Diagnostic Power of Chest CT for COVID-19: To Screen or Not to Screen

2020 
Background: Chest CT is increasingly used for COVID-19 screening in healthcare systems with limited SARS-CoV-2 PCR capacity. Its diagnostic value was supported by studies with methodological concerns and its use is controversial. Here we investigated its potential to diagnose COVID-19 in symptomatic patients and to screen asymptomatic patients in a prospective study with minimal selection bias. Methods: From March 19, 2020 to April 20, 2020 we performed parallel SARS-CoV-2 PCR and CT with categorization of COVID-19 suspicion by CO-RADS, in 859 patients with COVID-19 symptoms and 1138 controls admitted to the hospital for COVID-19 unrelated medical urgencies. CT-CORADS was categorized on a 5-point scale from 1 (very low suspicion) to 5 (very high suspicion).

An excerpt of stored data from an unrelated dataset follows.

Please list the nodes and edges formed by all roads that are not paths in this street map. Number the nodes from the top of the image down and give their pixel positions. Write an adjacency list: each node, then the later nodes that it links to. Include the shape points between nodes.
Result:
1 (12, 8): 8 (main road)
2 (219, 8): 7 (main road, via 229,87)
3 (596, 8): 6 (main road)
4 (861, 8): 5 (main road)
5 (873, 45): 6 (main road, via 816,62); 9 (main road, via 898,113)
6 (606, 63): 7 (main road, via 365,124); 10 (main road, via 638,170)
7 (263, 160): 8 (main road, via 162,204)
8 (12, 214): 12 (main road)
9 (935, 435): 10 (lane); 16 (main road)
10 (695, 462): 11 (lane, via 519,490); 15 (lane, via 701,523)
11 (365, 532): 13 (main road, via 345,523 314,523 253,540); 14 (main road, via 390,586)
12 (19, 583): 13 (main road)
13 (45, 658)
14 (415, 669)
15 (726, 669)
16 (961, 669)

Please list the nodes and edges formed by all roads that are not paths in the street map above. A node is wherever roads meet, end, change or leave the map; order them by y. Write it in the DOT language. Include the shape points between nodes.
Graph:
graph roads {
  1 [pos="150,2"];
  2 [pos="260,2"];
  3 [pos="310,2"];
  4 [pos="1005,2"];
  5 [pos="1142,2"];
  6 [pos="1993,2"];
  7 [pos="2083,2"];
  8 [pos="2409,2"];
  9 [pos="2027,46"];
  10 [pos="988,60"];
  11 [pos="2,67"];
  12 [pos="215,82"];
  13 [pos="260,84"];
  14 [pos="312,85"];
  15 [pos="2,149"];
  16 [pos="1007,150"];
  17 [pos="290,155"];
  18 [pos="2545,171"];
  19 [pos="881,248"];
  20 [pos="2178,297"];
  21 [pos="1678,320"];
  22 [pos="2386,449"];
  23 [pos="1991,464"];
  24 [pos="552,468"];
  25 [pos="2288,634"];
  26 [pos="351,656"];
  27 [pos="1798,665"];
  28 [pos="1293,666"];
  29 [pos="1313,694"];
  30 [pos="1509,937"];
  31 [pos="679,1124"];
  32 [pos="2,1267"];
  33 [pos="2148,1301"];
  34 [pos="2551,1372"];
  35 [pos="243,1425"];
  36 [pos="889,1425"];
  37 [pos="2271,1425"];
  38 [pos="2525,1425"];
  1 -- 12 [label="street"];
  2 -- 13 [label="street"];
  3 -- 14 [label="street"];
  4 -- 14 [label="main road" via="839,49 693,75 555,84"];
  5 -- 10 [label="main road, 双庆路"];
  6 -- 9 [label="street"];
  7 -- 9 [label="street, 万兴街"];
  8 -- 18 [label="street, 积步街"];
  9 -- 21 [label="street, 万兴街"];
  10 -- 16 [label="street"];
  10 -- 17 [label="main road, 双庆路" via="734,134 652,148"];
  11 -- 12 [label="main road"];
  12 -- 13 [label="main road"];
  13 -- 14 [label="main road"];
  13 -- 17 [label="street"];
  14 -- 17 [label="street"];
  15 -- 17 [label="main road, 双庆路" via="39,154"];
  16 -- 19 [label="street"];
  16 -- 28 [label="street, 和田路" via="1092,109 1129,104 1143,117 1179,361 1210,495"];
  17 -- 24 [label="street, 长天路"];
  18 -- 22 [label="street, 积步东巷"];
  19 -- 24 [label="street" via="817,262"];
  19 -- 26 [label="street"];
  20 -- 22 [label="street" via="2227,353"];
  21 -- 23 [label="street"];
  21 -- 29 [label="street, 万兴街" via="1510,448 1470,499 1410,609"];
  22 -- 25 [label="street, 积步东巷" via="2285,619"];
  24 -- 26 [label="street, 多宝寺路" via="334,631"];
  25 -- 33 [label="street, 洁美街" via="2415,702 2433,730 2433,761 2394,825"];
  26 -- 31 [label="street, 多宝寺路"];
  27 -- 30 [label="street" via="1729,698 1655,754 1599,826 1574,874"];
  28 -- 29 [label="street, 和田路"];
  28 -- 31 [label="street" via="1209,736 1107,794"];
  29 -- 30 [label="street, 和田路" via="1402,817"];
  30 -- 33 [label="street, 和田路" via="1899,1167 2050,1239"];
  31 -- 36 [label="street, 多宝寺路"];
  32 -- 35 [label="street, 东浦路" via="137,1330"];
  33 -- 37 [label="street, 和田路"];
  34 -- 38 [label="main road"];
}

AUC under ROC curve were calculated in symptomatic versus asymptomatic patients to predict positive SARS-CoV-2 positive PCR and likelihood ratios for each CO-RADS score were used for rational selection of diagnostic thresholds. Findings: CT-CORADS had significant (P<0·0001) diagnostic power in both symptomatic (AUC=0·891) and asymptomatic (AUC=0·700) patients hospitalized during SARS-CoV-2 peak prevalence. In symptomatic patients (41·7% PCR+), CO-RADS ≥ 3 detected positive PCR with high sensitivity (89·1%) and 72·5% specificity. In asymptomatic patients (5·3% PCR+), a CO-RADS score ≥ 3 detected SARS-CoV-2 infection with low sensitivity (45·0%) but high specificity (88·8%). Interpretation: CT-CORADS has meaningful diagnostic power in symptomatic patients, supporting its application for time-sensitive triage. Sensitivity in asymptomatic patients is insufficient to justify its use as screening approach. Incidental detection of CO-RADS ≥ 3 in asymptomatic patients should trigger reflex testing for respiratory pathogens. Funding Statement: This work was supported by a donation from board members of Fagron (Nazareth, Belgium), a healthcare company, to RADar, the teaching and education initiative of AZ Delta General Hospital, to be used as unconditional research grant for data collection, collaborative collaboration and open access publication. Declaration of Interests: The authors declare no conflict of interest. Ethics Approval Statement: The study was approved by the AZ Delta Institutional Review Board with a waiver of informed consent from study participants considering the study is based on secondary analysis of existing data (Clinical Trial Number: B1172020000008).